What you will do:
Filter this data down to the lines that hold "graph", and copy them.

Provided data:
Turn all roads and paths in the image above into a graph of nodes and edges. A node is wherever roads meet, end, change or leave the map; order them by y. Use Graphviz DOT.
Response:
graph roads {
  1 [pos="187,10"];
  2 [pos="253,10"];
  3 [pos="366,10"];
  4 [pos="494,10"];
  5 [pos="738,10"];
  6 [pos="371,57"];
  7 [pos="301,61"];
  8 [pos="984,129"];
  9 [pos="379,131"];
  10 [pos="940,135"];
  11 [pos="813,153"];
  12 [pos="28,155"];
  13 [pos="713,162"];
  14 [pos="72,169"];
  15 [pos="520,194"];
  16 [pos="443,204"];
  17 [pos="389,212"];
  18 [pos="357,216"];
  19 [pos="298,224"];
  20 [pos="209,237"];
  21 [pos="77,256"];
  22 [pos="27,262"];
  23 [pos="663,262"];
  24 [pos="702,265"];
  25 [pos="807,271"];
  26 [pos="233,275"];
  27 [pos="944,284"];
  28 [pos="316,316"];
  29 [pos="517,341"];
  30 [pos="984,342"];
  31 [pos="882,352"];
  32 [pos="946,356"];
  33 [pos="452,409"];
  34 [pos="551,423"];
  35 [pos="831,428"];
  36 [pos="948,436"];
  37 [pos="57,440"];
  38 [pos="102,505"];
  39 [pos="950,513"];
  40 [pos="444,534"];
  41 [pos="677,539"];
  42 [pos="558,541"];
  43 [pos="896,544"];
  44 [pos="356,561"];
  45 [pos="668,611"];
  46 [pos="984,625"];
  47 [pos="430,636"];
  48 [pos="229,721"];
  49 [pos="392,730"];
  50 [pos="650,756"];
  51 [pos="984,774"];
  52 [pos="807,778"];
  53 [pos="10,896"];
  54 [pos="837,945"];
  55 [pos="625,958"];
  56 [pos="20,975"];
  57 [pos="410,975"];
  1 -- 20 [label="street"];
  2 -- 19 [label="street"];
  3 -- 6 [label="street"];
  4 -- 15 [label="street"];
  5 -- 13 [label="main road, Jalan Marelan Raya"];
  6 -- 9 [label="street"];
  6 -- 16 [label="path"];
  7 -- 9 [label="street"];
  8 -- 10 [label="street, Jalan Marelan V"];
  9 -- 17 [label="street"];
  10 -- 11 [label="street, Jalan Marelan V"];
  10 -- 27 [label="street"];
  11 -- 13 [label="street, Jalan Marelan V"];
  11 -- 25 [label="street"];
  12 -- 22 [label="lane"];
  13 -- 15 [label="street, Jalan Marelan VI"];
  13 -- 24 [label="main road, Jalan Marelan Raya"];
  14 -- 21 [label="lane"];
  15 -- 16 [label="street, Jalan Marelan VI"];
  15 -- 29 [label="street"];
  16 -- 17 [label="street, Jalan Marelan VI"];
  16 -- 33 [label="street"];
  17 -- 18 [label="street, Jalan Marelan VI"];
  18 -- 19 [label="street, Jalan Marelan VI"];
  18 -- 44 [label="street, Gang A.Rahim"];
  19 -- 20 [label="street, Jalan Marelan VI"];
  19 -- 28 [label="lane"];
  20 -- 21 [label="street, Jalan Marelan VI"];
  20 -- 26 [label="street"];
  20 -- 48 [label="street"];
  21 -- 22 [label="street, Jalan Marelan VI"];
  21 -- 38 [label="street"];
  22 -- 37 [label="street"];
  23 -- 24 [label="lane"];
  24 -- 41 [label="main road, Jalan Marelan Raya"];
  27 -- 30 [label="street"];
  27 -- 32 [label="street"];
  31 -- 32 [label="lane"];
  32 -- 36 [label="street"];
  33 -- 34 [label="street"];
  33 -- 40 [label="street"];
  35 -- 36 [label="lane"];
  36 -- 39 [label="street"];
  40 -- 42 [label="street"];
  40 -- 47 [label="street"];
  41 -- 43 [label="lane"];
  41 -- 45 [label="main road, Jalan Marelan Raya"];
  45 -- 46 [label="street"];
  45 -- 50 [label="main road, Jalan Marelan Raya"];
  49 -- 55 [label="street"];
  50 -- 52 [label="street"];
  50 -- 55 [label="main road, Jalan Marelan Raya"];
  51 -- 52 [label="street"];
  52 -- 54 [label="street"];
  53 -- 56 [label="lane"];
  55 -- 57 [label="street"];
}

Output of the exercise:
Turn all roads and paths in the image above into a graph of nodes and edges. A node is wherever roads meet, end, change or leave the map; order them by y. Use Graphviz DOT.
graph roads {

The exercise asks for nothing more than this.